------ Information supplied ------

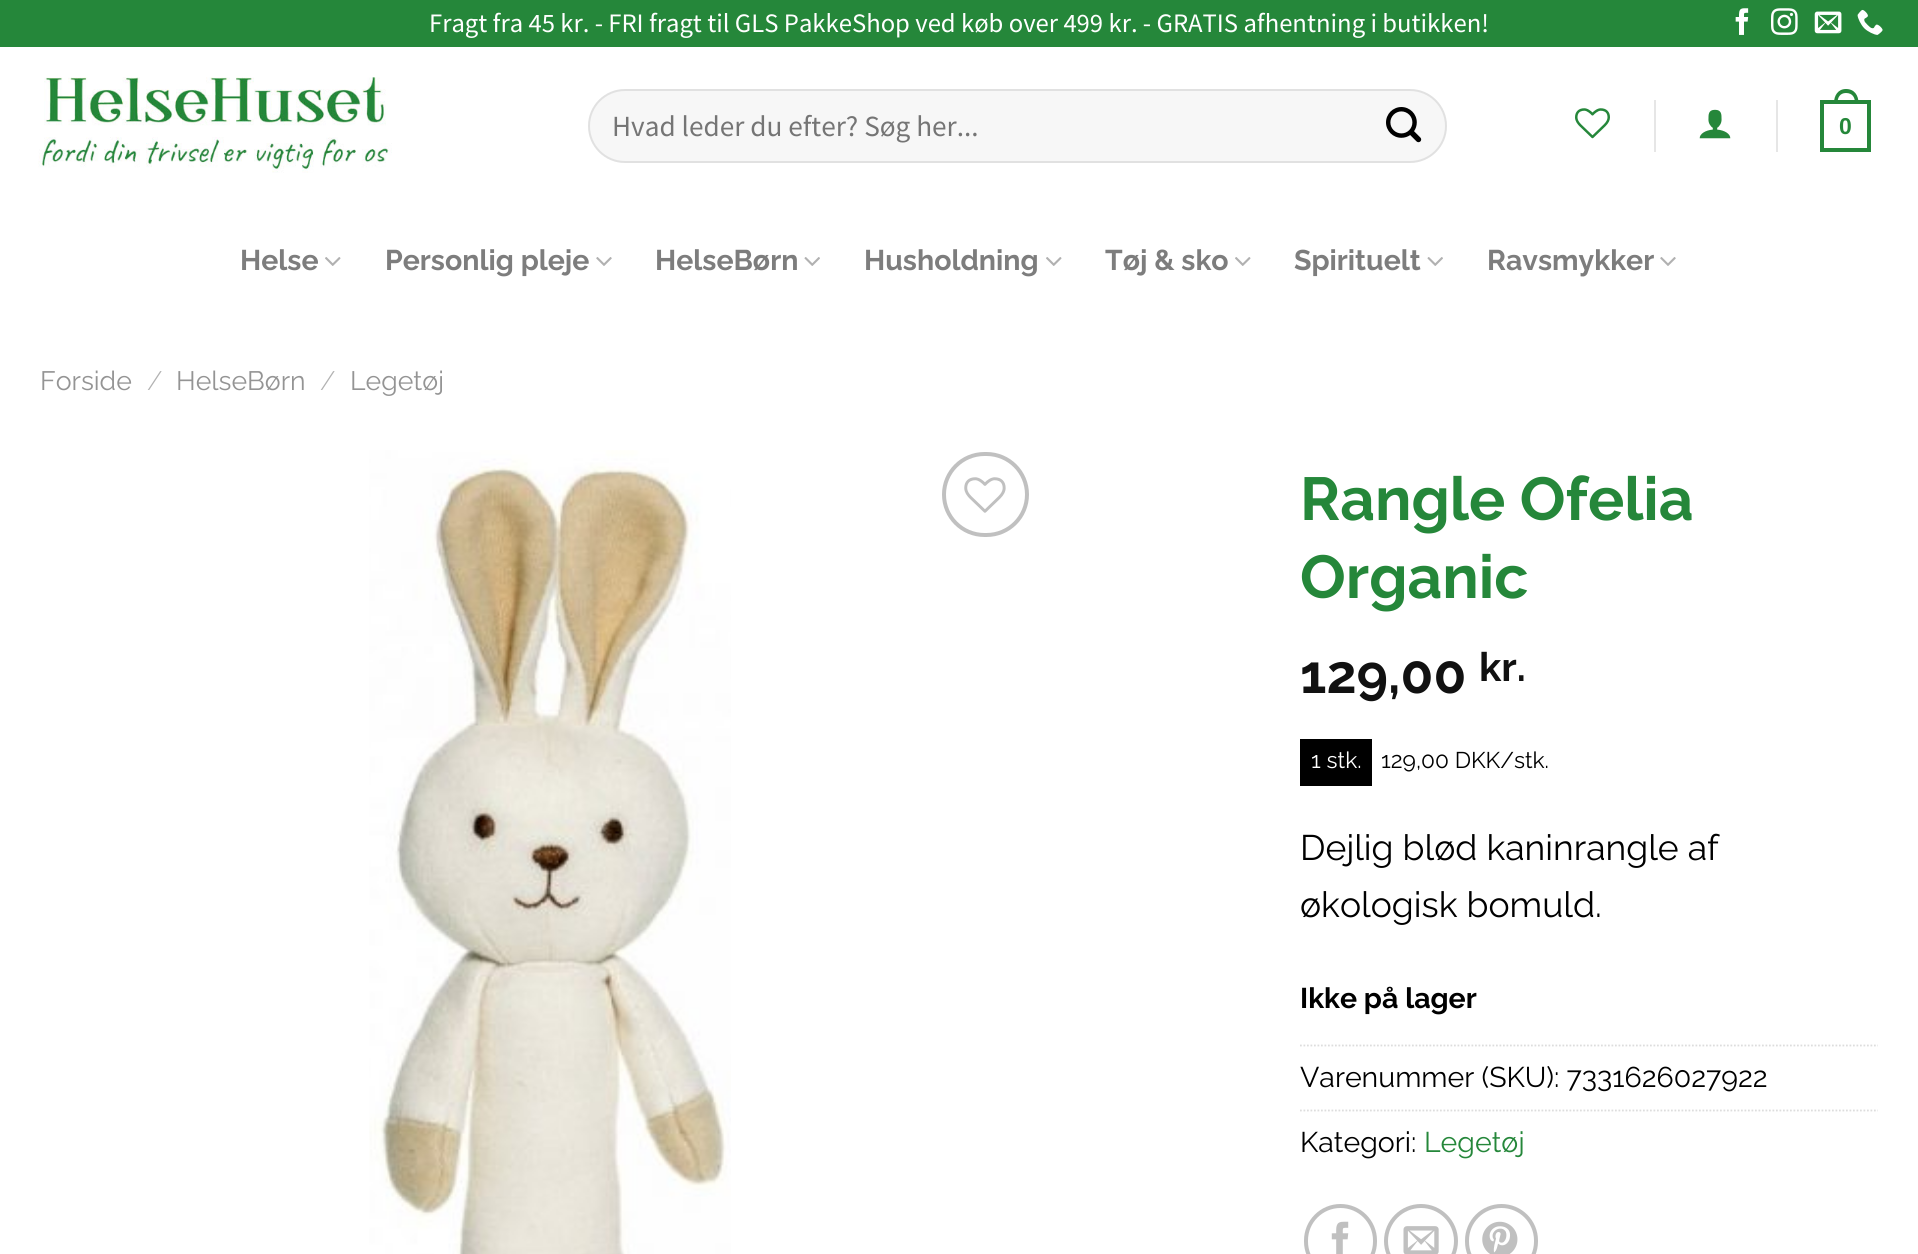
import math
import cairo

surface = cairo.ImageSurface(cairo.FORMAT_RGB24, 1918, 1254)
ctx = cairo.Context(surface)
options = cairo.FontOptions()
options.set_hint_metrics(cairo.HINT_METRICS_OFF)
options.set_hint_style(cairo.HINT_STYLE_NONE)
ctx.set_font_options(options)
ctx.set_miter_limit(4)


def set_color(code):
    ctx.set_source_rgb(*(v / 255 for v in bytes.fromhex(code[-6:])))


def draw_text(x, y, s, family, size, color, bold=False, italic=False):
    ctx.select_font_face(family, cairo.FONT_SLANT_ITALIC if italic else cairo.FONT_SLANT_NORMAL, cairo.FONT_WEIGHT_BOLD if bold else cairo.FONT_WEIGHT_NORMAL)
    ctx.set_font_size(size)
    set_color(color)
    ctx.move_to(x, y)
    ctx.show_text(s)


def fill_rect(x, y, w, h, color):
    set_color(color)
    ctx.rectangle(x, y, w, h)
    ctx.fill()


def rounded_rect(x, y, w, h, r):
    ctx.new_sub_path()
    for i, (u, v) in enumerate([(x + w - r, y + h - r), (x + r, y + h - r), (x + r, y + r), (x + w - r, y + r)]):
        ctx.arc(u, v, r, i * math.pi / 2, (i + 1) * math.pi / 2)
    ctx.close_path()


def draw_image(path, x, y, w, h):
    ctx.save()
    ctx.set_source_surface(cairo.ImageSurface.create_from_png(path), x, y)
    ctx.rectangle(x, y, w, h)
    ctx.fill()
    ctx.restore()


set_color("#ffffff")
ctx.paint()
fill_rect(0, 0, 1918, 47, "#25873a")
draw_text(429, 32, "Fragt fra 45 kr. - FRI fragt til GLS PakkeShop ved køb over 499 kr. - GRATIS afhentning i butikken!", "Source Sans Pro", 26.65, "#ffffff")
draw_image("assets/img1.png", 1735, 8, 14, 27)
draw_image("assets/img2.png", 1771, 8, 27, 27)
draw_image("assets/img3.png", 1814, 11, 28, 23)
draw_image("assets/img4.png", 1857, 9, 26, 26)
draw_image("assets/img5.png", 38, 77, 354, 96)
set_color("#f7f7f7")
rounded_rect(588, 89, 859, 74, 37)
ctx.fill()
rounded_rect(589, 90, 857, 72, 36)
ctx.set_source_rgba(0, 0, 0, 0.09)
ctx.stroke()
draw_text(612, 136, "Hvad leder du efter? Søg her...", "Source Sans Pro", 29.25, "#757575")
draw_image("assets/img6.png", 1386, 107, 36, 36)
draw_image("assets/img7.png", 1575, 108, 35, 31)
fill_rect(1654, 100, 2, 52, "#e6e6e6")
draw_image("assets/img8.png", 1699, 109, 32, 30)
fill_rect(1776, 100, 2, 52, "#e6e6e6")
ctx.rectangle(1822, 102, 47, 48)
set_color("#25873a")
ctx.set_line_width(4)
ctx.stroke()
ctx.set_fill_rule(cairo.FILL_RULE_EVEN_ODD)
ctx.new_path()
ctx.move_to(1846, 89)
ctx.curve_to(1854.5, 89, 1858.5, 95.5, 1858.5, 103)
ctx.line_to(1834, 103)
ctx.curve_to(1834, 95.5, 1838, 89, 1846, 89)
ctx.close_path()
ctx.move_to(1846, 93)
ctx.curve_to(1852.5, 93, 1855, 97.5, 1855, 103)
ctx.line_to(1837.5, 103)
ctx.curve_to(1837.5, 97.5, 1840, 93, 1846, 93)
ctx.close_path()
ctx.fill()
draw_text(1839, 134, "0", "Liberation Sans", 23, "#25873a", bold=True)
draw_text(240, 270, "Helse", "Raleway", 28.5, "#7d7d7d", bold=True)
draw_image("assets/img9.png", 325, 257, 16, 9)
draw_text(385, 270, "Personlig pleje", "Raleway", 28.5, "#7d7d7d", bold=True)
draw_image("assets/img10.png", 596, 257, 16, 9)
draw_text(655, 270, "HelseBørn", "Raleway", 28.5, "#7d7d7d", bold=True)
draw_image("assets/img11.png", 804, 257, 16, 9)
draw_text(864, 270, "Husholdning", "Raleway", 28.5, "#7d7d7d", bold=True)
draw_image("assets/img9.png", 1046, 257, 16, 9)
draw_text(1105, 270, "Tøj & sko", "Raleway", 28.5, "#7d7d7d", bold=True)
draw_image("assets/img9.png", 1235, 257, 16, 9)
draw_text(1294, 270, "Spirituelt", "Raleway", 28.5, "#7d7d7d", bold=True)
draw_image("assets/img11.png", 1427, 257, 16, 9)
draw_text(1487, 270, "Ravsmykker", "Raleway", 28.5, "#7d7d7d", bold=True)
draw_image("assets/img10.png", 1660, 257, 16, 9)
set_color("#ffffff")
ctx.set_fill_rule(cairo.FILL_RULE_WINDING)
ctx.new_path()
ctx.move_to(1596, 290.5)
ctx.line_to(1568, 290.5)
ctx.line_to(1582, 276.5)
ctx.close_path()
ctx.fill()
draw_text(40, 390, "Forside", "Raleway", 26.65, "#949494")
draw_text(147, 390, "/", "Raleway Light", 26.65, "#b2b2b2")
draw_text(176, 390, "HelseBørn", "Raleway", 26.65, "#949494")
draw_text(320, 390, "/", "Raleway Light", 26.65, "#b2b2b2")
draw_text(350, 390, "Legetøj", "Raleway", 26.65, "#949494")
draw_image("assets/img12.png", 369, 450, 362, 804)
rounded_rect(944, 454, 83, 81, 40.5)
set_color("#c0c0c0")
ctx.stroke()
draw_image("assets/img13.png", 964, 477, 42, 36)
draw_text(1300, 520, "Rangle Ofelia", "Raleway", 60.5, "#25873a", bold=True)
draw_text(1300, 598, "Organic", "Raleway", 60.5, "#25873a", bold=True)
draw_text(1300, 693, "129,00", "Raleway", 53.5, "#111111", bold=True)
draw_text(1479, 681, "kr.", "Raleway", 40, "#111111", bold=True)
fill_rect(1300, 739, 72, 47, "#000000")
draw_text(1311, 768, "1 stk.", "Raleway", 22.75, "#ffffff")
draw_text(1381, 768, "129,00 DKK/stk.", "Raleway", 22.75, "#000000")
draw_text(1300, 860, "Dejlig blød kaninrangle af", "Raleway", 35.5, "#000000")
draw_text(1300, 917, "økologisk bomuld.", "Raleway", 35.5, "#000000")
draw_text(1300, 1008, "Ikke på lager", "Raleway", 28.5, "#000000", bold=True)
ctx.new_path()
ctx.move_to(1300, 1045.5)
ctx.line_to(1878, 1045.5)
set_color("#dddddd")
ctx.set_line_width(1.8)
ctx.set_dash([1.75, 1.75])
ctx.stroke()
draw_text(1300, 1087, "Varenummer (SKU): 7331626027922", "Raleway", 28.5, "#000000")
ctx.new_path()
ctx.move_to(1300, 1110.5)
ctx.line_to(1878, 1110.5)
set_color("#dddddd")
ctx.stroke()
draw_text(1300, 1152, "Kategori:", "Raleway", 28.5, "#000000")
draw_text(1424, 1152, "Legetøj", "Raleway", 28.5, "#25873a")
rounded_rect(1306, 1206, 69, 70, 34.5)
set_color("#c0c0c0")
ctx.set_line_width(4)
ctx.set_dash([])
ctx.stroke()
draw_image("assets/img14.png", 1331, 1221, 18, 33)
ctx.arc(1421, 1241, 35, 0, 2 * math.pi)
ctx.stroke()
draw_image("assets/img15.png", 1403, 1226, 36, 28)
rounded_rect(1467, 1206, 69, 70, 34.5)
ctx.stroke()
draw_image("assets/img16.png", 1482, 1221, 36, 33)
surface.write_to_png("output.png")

------
------ Information supplied ------

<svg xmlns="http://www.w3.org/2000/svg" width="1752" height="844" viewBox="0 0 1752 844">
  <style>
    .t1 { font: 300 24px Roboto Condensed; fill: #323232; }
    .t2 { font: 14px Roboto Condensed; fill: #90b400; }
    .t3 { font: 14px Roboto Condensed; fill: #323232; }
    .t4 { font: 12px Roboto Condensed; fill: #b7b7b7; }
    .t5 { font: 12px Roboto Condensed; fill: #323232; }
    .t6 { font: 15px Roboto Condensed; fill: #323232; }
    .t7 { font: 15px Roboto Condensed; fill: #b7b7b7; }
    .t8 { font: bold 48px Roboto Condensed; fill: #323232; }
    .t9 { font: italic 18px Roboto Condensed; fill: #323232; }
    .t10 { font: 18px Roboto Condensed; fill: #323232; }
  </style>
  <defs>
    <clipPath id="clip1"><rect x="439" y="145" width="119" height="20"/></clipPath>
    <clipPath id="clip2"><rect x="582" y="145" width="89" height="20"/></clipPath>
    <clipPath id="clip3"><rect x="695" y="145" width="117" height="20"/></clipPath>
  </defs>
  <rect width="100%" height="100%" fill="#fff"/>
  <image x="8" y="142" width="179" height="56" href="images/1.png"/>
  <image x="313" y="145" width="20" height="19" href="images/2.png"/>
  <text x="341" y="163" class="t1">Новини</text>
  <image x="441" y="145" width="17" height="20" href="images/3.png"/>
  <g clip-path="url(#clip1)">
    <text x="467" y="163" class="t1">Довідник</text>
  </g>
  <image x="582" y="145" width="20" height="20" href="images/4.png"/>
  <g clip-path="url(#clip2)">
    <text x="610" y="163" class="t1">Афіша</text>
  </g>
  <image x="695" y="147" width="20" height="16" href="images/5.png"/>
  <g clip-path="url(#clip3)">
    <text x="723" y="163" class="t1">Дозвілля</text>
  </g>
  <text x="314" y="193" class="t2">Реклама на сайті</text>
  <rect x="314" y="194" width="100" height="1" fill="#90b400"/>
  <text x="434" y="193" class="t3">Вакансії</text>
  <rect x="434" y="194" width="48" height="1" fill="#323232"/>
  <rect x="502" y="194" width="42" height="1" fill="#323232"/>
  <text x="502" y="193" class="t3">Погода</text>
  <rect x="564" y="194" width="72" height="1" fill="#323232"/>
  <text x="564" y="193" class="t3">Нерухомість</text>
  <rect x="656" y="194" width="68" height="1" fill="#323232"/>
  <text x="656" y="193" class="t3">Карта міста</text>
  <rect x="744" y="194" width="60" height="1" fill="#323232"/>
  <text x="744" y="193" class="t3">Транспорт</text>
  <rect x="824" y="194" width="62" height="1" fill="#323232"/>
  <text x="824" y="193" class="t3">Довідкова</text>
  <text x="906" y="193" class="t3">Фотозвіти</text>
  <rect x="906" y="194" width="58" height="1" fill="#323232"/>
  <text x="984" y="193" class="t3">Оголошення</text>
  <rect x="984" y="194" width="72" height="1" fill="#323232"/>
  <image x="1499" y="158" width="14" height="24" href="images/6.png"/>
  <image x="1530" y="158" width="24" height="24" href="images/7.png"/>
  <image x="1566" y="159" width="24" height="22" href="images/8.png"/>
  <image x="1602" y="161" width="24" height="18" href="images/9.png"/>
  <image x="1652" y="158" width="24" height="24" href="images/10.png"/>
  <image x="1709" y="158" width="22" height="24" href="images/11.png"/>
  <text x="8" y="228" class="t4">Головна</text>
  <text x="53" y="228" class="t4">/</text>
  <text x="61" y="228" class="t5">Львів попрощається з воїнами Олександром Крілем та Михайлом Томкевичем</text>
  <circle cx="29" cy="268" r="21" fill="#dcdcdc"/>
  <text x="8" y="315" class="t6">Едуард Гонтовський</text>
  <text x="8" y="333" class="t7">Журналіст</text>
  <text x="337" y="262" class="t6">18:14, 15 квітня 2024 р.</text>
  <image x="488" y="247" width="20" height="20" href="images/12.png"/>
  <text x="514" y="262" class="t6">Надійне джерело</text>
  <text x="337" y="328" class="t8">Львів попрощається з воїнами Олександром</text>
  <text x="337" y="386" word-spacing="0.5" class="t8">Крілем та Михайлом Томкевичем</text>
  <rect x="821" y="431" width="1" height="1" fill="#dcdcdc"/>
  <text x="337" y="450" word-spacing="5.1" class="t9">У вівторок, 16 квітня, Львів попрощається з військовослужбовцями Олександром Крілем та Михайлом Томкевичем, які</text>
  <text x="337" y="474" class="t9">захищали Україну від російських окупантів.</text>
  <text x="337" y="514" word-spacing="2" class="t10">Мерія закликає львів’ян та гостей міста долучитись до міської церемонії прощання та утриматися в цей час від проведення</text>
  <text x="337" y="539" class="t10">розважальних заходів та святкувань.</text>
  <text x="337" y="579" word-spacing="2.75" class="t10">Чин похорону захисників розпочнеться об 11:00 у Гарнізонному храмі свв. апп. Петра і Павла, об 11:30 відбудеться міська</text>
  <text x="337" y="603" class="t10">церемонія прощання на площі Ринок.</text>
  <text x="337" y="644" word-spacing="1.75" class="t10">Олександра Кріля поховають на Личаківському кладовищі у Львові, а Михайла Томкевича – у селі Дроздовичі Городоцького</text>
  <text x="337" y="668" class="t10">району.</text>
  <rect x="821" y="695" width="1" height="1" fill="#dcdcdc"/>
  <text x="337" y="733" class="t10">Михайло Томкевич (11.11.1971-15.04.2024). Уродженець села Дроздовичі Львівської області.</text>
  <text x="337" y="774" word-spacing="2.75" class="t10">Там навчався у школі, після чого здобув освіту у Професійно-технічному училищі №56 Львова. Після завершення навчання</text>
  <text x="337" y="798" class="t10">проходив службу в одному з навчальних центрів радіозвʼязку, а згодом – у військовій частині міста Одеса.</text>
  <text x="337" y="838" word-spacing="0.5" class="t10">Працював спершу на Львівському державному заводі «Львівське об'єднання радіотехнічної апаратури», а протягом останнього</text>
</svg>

------

▶ _Required work_
As listed above, the lines from the line with "import math" to the line with "for i, (u, v)" are to be echoed exactly, with both ends included and nothing added.

▶ _Result below_
import math
import cairo

surface = cairo.ImageSurface(cairo.FORMAT_RGB24, 1918, 1254)
ctx = cairo.Context(surface)
options = cairo.FontOptions()
options.set_hint_metrics(cairo.HINT_METRICS_OFF)
options.set_hint_style(cairo.HINT_STYLE_NONE)
ctx.set_font_options(options)
ctx.set_miter_limit(4)


def set_color(code):
    ctx.set_source_rgb(*(v / 255 for v in bytes.fromhex(code[-6:])))


def draw_text(x, y, s, family, size, color, bold=False, italic=False):
    ctx.select_font_face(family, cairo.FONT_SLANT_ITALIC if italic else cairo.FONT_SLANT_NORMAL, cairo.FONT_WEIGHT_BOLD if bold else cairo.FONT_WEIGHT_NORMAL)
    ctx.set_font_size(size)
    set_color(color)
    ctx.move_to(x, y)
    ctx.show_text(s)


def fill_rect(x, y, w, h, color):
    set_color(color)
    ctx.rectangle(x, y, w, h)
    ctx.fill()


def rounded_rect(x, y, w, h, r):
    ctx.new_sub_path()
    for i, (u, v) in enumerate([(x + w - r, y + h - r), (x + r, y + h - r), (x + r, y + r), (x + w - r, y + r)]):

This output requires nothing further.